Dianne Aprile (CNF Faculty)  Dianne recently taught a class on Personal Writing at Cloud 9 Art School in Bothell, WA. While in Louisville for the Spalding MFA residency, Dianne had a reunion with a class member from a workshop she taught decades ago, specifically for homeless women in transition. It was inspirational and heartening for Dianne to meet up with her former student, who is still writing and now in college working toward a degree.
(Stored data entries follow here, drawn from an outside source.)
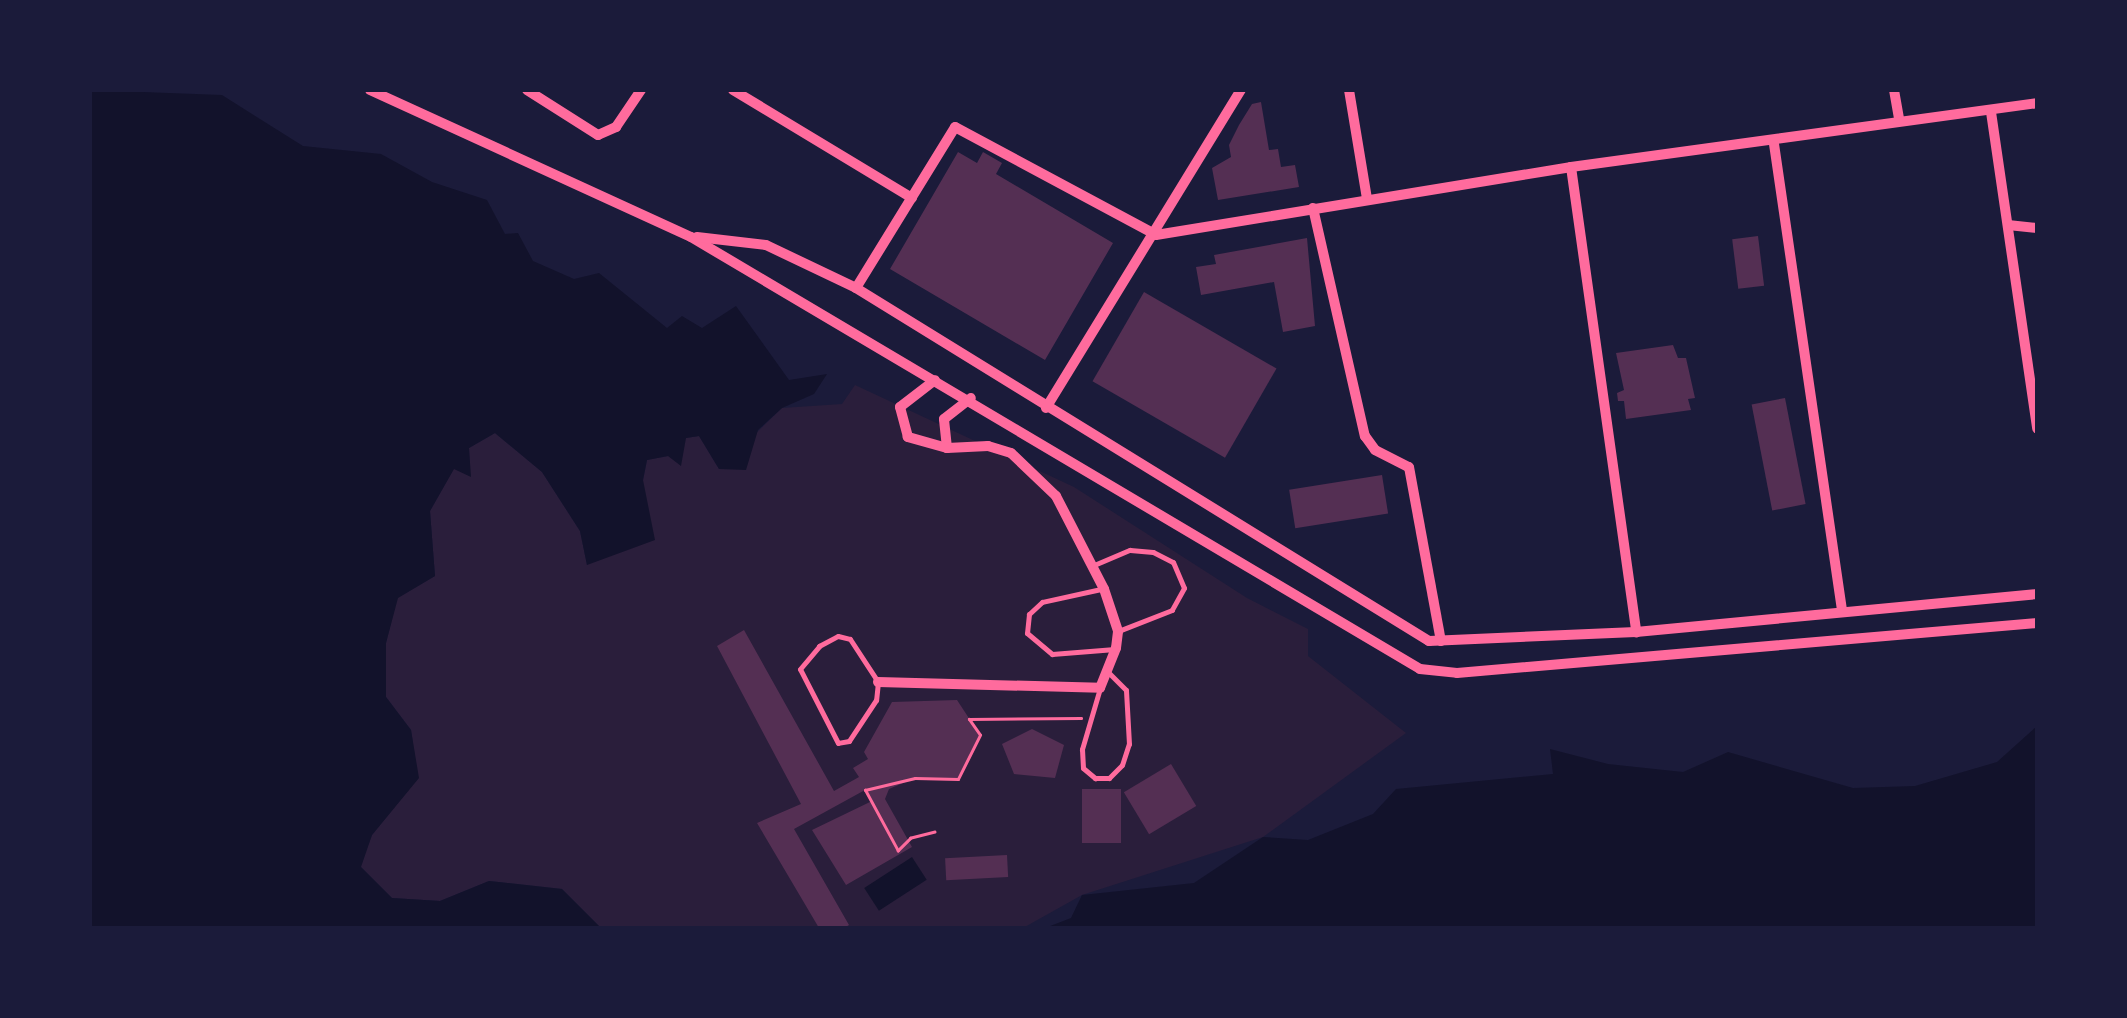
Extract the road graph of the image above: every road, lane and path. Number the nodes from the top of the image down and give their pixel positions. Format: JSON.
{"nodes":[{"id":1,"x":370,"y":90,"type":"edge"},
{"id":2,"x":527,"y":90,"type":"edge"},
{"id":3,"x":641,"y":90,"type":"edge"},
{"id":4,"x":733,"y":90,"type":"edge"},
{"id":5,"x":1240,"y":90,"type":"edge"},
{"id":6,"x":1349,"y":90,"type":"edge"},
{"id":7,"x":1894,"y":90,"type":"edge"},
{"id":8,"x":2037,"y":104,"type":"edge"},
{"id":9,"x":1991,"y":112,"type":"junction"},
{"id":10,"x":1899,"y":119,"type":"junction"},
{"id":11,"x":1774,"y":144,"type":"junction"},
{"id":12,"x":1571,"y":167,"type":"junction"},
{"id":13,"x":912,"y":198,"type":"junction"},
{"id":14,"x":1366,"y":199,"type":"junction"},
{"id":15,"x":1313,"y":208,"type":"junction"},
{"id":16,"x":2008,"y":225,"type":"junction"},
{"id":17,"x":2037,"y":228,"type":"edge"},
{"id":18,"x":1156,"y":235,"type":"junction"},
{"id":19,"x":691,"y":237,"type":"junction"},
{"id":20,"x":856,"y":288,"type":"junction"},
{"id":21,"x":935,"y":380,"type":"junction"},
{"id":22,"x":971,"y":398,"type":"junction"},
{"id":23,"x":1046,"y":408,"type":"junction"},
{"id":24,"x":2037,"y":427,"type":"edge"},
{"id":25,"x":947,"y":448,"type":"junction"},
{"id":26,"x":1094,"y":565,"type":"junction"},
{"id":27,"x":1104,"y":588,"type":"junction"},
{"id":28,"x":2037,"y":594,"type":"edge"},
{"id":29,"x":1842,"y":612,"type":"junction"},
{"id":30,"x":2037,"y":623,"type":"edge"},
{"id":31,"x":1118,"y":631,"type":"junction"},
{"id":32,"x":1636,"y":632,"type":"junction"},
{"id":33,"x":1442,"y":640,"type":"junction"},
{"id":34,"x":1116,"y":648,"type":"junction"},
{"id":35,"x":1110,"y":674,"type":"junction"},
{"id":36,"x":878,"y":682,"type":"junction"},
{"id":37,"x":1100,"y":688,"type":"junction"},
{"id":38,"x":1092,"y":717,"type":"junction"},
{"id":39,"x":934,"y":832,"type":"dead end"}],
"edges":[{"from":1,"to":19,"type":"street"},
{"from":2,"to":3,"type":"street"},
{"from":4,"to":13,"type":"street"},
{"from":5,"to":18,"type":"street"},
{"from":6,"to":14,"type":"street"},
{"from":7,"to":10,"type":"street"},
{"from":8,"to":9,"type":"street"},
{"from":9,"to":10,"type":"street"},
{"from":9,"to":16,"type":"street"},
{"from":10,"to":11,"type":"street"},
{"from":11,"to":12,"type":"street"},
{"from":11,"to":29,"type":"street"},
{"from":12,"to":14,"type":"street"},
{"from":12,"to":32,"type":"street"},
{"from":13,"to":18,"type":"street"},
{"from":13,"to":20,"type":"street"},
{"from":14,"to":15,"type":"street"},
{"from":15,"to":18,"type":"street"},
{"from":15,"to":33,"type":"street"},
{"from":16,"to":17,"type":"street"},
{"from":16,"to":24,"type":"street"},
{"from":18,"to":23,"type":"street"},
{"from":19,"to":20,"type":"street"},
{"from":19,"to":21,"type":"street"},
{"from":20,"to":23,"type":"street"},
{"from":21,"to":22,"type":"street"},
{"from":21,"to":25,"type":"street"},
{"from":22,"to":25,"type":"street"},
{"from":22,"to":30,"type":"street"},
{"from":23,"to":33,"type":"street"},
{"from":25,"to":26,"type":"street"},
{"from":26,"to":27,"type":"street"},
{"from":26,"to":31,"type":"lane"},
{"from":27,"to":31,"type":"street"},
{"from":27,"to":34,"type":"lane"},
{"from":28,"to":29,"type":"street"},
{"from":29,"to":32,"type":"street"},
{"from":31,"to":34,"type":"street"},
{"from":32,"to":33,"type":"street"},
{"from":34,"to":35,"type":"street"},
{"from":35,"to":37,"type":"street"},
{"from":35,"to":38,"type":"lane"},
{"from":36,"to":36,"type":"lane"},
{"from":36,"to":37,"type":"street"},
{"from":37,"to":38,"type":"lane"},
{"from":38,"to":39,"type":"path"}]}
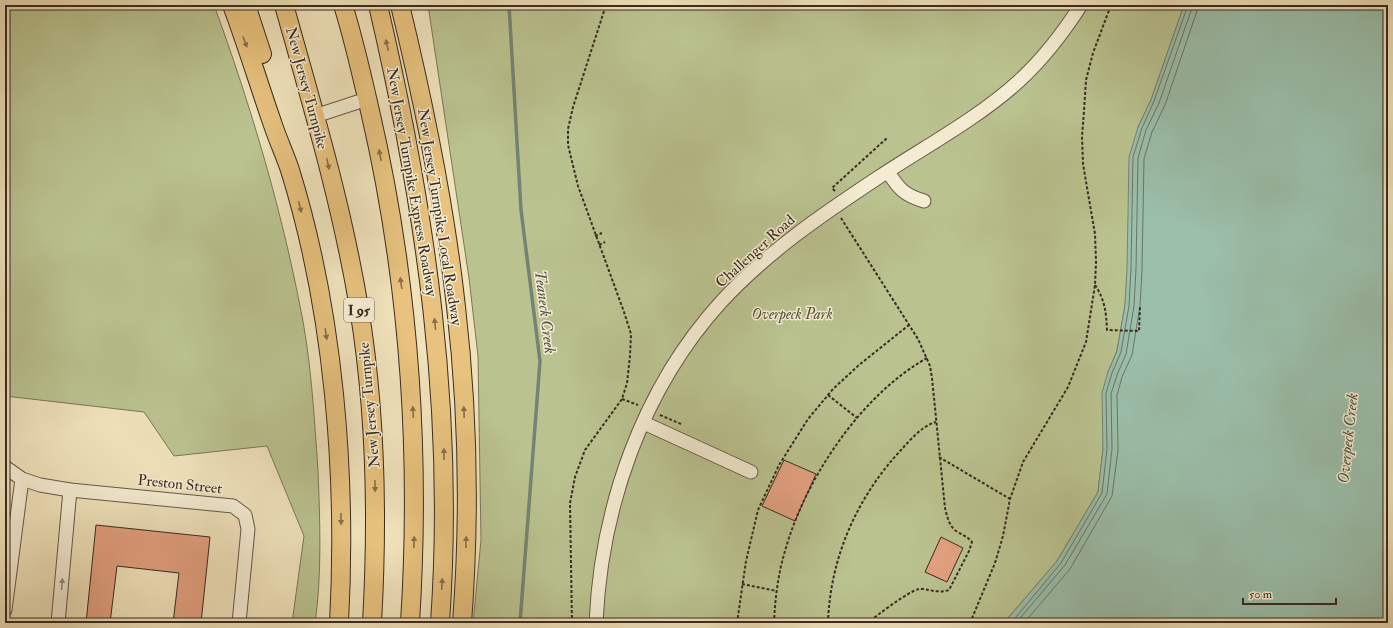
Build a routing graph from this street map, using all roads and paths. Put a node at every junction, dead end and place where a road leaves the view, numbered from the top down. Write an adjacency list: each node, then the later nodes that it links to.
1 (232, 5): 17 (highway, one-way to 17)
2 (246, 5): 17 (highway)
3 (284, 5): 15 (highway, New Jersey Turnpike / I 95)
4 (343, 5): 12 (highway)
5 (348, 5): 12 (highway)
6 (378, 5): 47 (highway, New Jersey Turnpike Express Roadway, one-way to 6)
7 (400, 5): 13 (highway, New Jersey Turnpike Local Roadway)
8 (413, 5): 13 (highway)
9 (606, 5): 22 (path)
10 (1081, 5): 18 (street, Challenger Road)
11 (1111, 5): 25 (path)
12 (350, 29): 14 (highway)
13 (421, 97): 48 (highway, New Jersey Turnpike Local Roadway, one-way to 13)
14 (367, 100): 15 (street); 46 (highway, one-way to 14)
15 (315, 116): 45 (highway, New Jersey Turnpike / I 95, one-way to 45)
16 (887, 138): 20 (path)
17 (290, 169): 44 (highway, one-way to 44)
18 (888, 172): 19 (street); 20 (street, Challenger Road)
19 (924, 201)
20 (842, 202): 27 (path); 32 (street, Challenger Road)
21 (602, 233): 22 (path)
22 (596, 236): 24 (path)
23 (605, 242): 24 (path)
24 (599, 245): 49 (path)
25 (1095, 284): 26 (path); 38 (path)
26 (1140, 307)
27 (909, 325): 28 (path); 29 (path)
28 (927, 358): 30 (path); 31 (path)
29 (828, 395): 30 (path); 39 (path)
30 (857, 418): 40 (path)
31 (936, 422): 33 (path); 53 (path)
32 (644, 424): 35 (street); 50 (street, Challenger Road)
33 (939, 457): 38 (path); 54 (path)
34 (5, 467): 36 (street, Preston Street)
35 (751, 472)
36 (22, 479): 37 (street, Preston Street); 41 (street)
37 (70, 490): 42 (street, one-way to 37); 43 (street, Preston Street)
38 (1010, 499): 55 (path)
39 (742, 584): 40 (path); 51 (path)
40 (777, 591): 52 (path)
41 (5, 610)
42 (58, 623)
43 (239, 623)
44 (339, 623)
45 (372, 623)
46 (410, 623)
47 (440, 623)
48 (462, 623)
49 (572, 623)
50 (596, 623)
51 (737, 623)
52 (774, 623)
53 (828, 623)
54 (867, 623)
55 (970, 623)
While teaching the class, Dianne used funds from a Kentucky Foundation for Women grant to print copies of the class’s prose and poetry, and she staged a reading for the women when the class ended.

Jason Hill’s (Coordinator of Student Services and Marketing and Alumni, F ’14) story “Some Guesses About People in the Backgrounds of Our Photos” will be published in The Timberline Review Issue 7, this Fall/Winter.

Elaine Neil Orr (CNF/F Faculty) “Coming to the U.S. was a bit like going to Mars,” author Elaine Neil Orr tells of her transition moving to the American South, after being born and raised in Nigeria by her missionary parents in an interview at Encore.  The full interview can be found here.

Lesléa Newman (W4CYA Faculty) published a new poetry collection entitled LOVELY (for adults) which was reviewed in Mom Egg’s Review, available here  and was reviewed in IthacaLit, available here.  You can find Lesléa on Twitter: @lesleanewman, and on Facebook here.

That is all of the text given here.